Again, I think, just love yourself. Be very, grateful for what you have, and for who you are and then just realize that we are all one and we have to reach out and give what we have and take what we need from humanity.

Thank you, Maria. This was one of my favorite conversations. You are such a joy, you are amazing, and you are very inspiring. I really appreciate the person that you are, how you show up in the world, and you share so much light with people. So, thank you very much.

Thank you very much. Thank you for sharing a little bit about you and your heritage. I think that’s another reason it’s nice to talk with you because I think we are on the same wavelength. It always takes one to know one.

Thank you. Thank you so much, Maria.

You’re welcome. Thank you.

And thank you, listeners. Remember to know, love, and accept yourself just the way you are. Live in gratitude, be kind to yourself and to others, share yourself and share what you have with others, and have a stellar life. This is Orion, until next time.

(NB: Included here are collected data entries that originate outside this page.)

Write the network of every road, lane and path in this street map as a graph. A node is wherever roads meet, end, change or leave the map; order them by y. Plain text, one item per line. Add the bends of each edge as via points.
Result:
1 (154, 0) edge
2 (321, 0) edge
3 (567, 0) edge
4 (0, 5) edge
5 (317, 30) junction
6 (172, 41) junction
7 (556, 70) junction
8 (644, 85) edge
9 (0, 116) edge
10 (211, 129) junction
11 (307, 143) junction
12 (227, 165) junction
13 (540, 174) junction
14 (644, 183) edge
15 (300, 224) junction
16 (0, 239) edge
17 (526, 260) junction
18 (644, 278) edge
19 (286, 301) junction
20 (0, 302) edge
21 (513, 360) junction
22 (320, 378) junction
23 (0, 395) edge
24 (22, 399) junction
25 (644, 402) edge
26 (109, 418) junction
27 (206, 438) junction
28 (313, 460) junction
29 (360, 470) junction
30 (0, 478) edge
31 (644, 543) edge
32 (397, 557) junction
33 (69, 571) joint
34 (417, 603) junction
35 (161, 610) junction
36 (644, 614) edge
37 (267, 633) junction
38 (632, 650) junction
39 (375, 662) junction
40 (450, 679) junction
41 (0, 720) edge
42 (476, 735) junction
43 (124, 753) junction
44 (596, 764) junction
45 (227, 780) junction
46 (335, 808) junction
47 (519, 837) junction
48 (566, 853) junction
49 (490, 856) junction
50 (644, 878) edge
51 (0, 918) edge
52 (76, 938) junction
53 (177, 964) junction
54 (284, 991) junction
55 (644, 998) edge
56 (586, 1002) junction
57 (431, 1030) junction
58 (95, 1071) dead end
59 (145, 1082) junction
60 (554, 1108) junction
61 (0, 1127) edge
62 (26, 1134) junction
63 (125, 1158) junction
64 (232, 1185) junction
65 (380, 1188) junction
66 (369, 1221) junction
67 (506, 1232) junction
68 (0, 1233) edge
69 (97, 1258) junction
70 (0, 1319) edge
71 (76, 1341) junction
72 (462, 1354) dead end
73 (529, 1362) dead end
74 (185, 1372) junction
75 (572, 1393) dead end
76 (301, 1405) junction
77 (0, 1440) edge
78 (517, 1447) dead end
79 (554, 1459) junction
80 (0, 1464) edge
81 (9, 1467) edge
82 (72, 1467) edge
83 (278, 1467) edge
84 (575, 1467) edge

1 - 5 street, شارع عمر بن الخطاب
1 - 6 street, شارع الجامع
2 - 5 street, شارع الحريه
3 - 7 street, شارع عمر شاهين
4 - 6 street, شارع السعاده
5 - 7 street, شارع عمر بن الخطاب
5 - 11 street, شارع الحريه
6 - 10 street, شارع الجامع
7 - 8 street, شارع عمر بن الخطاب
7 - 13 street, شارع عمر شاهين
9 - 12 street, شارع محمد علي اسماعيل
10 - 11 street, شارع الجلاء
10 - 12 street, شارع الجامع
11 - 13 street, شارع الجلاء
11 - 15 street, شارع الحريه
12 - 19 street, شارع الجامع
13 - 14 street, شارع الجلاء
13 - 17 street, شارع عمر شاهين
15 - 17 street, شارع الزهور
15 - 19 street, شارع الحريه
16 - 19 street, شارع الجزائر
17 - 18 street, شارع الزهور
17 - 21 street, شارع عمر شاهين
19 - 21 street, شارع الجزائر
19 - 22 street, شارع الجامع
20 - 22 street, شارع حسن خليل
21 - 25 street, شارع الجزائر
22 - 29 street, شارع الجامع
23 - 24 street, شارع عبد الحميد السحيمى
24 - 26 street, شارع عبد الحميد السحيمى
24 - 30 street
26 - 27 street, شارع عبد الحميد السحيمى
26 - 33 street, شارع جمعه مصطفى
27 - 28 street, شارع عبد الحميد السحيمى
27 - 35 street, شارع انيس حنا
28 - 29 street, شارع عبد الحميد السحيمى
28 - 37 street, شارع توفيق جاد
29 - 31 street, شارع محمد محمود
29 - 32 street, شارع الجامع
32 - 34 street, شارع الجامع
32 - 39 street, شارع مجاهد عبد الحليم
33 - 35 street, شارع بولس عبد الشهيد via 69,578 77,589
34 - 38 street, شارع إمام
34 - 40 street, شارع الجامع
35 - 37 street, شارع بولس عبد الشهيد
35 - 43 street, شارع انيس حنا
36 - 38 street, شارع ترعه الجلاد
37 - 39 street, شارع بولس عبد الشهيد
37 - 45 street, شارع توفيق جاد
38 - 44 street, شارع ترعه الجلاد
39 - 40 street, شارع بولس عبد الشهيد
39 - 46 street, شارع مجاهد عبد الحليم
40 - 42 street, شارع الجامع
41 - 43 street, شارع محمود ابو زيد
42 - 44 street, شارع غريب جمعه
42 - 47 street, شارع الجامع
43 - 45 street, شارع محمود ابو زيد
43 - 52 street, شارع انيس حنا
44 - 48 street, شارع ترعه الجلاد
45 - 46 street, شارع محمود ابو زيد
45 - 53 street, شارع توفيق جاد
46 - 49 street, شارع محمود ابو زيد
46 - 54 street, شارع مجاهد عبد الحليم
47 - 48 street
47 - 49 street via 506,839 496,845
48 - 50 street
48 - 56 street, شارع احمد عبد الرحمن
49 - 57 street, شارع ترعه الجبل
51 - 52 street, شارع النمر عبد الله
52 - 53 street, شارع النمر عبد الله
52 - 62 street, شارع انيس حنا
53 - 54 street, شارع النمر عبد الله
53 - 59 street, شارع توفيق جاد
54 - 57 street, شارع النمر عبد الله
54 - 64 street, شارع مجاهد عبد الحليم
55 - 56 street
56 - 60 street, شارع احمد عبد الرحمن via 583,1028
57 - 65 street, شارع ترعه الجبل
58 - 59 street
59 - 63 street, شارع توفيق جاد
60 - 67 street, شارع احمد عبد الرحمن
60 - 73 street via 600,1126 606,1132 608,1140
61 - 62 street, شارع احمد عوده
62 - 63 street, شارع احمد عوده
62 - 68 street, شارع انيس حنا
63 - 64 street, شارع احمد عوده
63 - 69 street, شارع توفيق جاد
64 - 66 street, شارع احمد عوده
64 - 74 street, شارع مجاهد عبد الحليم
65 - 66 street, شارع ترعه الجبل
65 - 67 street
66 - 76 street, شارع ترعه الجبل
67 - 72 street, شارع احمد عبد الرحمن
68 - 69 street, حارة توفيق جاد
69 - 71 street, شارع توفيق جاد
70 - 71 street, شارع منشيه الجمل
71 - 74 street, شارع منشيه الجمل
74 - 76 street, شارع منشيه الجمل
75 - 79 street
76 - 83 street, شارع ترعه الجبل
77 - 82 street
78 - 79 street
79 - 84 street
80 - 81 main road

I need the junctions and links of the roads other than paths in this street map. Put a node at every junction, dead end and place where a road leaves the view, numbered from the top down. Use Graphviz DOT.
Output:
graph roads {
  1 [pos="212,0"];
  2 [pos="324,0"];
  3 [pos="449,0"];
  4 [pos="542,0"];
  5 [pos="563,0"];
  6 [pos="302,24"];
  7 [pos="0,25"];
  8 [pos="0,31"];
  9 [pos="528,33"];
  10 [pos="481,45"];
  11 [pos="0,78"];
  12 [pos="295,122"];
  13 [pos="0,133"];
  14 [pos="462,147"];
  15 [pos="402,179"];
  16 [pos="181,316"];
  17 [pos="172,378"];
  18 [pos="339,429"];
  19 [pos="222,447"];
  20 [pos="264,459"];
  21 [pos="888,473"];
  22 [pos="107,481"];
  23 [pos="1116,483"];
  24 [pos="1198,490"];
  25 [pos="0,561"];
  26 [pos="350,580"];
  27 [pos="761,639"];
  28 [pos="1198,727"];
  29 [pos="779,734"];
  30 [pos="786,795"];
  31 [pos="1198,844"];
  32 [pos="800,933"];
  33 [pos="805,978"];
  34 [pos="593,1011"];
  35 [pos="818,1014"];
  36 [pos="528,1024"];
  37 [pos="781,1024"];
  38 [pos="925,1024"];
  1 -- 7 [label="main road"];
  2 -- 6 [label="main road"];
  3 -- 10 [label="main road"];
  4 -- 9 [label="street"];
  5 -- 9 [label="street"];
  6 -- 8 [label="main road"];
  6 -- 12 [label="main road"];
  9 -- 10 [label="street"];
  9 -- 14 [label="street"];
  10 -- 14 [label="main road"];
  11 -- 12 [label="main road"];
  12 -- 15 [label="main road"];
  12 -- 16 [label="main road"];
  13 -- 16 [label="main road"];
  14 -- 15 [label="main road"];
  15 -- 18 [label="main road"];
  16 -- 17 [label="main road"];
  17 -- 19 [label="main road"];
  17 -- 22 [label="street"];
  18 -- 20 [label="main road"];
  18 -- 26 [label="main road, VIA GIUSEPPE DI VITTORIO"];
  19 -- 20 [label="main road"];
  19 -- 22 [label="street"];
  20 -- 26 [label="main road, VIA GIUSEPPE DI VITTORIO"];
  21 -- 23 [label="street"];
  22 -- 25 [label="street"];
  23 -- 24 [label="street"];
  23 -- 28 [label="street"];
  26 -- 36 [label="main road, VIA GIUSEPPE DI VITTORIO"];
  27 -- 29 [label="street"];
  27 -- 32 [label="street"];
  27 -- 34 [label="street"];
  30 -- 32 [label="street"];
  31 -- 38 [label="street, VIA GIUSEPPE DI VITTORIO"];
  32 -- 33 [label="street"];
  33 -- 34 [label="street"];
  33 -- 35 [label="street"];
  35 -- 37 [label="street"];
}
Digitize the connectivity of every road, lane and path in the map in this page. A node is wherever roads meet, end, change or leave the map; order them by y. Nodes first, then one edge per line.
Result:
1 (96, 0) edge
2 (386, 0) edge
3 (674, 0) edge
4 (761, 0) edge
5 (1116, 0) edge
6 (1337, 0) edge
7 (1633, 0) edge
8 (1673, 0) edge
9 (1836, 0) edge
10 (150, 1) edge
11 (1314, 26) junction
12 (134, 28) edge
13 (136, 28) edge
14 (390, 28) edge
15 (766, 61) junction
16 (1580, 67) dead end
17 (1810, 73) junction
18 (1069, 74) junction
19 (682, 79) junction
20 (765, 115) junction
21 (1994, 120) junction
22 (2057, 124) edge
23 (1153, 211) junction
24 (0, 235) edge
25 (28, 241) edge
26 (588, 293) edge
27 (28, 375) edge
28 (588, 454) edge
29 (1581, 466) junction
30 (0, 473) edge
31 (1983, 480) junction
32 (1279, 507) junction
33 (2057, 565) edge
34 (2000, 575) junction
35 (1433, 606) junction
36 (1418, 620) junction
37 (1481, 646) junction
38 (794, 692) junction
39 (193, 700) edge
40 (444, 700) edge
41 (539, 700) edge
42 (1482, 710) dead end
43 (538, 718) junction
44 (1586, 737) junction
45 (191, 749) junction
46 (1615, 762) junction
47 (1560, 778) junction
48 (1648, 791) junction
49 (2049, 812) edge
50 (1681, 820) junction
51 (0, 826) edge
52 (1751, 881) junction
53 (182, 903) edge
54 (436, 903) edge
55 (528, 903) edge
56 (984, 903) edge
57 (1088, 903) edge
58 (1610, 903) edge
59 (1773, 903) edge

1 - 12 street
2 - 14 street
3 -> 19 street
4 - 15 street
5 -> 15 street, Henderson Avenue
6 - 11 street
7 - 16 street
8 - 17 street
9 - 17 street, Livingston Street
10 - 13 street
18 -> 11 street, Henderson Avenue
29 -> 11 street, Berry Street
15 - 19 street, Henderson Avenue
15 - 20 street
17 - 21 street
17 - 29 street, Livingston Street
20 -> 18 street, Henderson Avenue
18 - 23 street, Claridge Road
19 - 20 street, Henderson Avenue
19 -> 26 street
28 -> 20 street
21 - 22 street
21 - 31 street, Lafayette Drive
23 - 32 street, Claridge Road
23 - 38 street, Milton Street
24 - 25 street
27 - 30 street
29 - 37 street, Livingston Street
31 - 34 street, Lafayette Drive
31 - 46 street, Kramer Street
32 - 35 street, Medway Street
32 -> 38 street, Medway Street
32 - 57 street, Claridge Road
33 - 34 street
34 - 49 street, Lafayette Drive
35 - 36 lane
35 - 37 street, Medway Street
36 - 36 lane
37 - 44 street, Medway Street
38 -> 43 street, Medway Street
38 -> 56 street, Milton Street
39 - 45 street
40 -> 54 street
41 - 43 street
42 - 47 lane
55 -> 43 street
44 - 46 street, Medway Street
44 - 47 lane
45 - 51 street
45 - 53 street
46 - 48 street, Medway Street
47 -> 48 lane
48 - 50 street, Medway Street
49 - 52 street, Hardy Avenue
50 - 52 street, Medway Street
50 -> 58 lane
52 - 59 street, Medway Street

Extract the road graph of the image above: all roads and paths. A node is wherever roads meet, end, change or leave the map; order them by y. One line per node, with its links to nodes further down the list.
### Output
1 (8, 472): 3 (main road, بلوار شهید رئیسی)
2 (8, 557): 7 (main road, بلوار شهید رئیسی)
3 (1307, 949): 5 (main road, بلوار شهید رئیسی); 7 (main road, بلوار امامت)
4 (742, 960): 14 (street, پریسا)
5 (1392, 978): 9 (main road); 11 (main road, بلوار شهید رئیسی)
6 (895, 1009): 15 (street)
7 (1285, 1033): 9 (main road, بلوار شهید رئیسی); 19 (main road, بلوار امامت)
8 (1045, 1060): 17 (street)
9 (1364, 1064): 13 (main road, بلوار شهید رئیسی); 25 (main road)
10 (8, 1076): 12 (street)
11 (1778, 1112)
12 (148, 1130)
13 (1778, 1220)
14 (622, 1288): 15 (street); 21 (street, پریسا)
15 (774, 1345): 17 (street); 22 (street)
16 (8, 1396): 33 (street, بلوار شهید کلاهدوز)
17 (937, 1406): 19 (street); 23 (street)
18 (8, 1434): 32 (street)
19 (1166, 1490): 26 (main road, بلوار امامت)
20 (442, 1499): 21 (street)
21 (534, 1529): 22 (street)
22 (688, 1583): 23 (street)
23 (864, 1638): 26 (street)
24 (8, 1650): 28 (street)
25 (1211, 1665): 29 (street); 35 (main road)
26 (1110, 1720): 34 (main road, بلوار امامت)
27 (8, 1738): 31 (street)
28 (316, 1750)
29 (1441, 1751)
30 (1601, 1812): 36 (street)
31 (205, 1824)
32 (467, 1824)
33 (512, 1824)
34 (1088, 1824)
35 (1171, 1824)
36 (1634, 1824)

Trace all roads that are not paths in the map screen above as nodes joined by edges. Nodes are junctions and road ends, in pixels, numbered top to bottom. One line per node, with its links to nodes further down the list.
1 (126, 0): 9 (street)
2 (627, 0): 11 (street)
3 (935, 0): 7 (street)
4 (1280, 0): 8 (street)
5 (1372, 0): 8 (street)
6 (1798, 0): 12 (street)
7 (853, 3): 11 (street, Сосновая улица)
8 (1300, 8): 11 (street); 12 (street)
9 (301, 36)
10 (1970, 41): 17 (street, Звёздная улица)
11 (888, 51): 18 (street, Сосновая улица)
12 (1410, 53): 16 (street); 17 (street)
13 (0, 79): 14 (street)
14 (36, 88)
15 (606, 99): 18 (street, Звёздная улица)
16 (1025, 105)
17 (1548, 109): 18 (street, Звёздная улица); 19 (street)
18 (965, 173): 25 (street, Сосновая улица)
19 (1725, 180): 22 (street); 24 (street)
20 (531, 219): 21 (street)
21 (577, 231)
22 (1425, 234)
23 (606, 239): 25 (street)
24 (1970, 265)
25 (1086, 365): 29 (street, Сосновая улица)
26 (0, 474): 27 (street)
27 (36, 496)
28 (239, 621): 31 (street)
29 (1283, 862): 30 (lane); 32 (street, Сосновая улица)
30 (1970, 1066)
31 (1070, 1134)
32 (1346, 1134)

Your Checklist of Actions to Take

{✓} Don’t let negative labels define you. You are only human. You will make mistakes, but you are not your flaws.
{✓} Convert your imperfections into your biggest strengths. For example, if you think you’re too emotional or vulnerable, explore different labels like empathetic and caring.
{✓} Be your own best friend. Treat yourself as you’d treat one of your closest friends – with respect, love, and kindness.  
{✓} Don’t focus on collecting material wealth. Invest in spending quality time with the people you love. Collect memories, not things. 
{✓} Always lend a helping hand. The biggest blessing is being a blessing to others. A little bit of kindness goes a long way. 
{✓} Let adversities give you a new perspective on life. Let challenging times strengthen your faith. You are a higher being in the universe.
{✓} Pay close attention to blessings in disguise. Appreciate the little things and remember every dark cloud has a silver lining.
{✓} If you can’t go outside, go within yourself. Take this time to reflect and evaluate what you can change, improve, and let go of in your life moving forward. 
{✓} Dance! Play music you love and just move with the beat. Feel the rhythm and connect with yourself. It’s very therapeutic. 
{✓} Check out Maria Nhambu’s website to access her stories, dance videos, and books.

Links and Resources

About Maria Nhambu

Maria Nhambu was born in Tanzania, East Africa. She was raised by German nuns at an orphanage for mixed-race children. Throughout the hardship and mixed blessings of her childhood, Nhambu (as she is called) sustained her spirit through dance and kept alive her dream of further education. She was able to fulfill that dream in the United States where she attended college, became a teacher and eventually married and raised two children.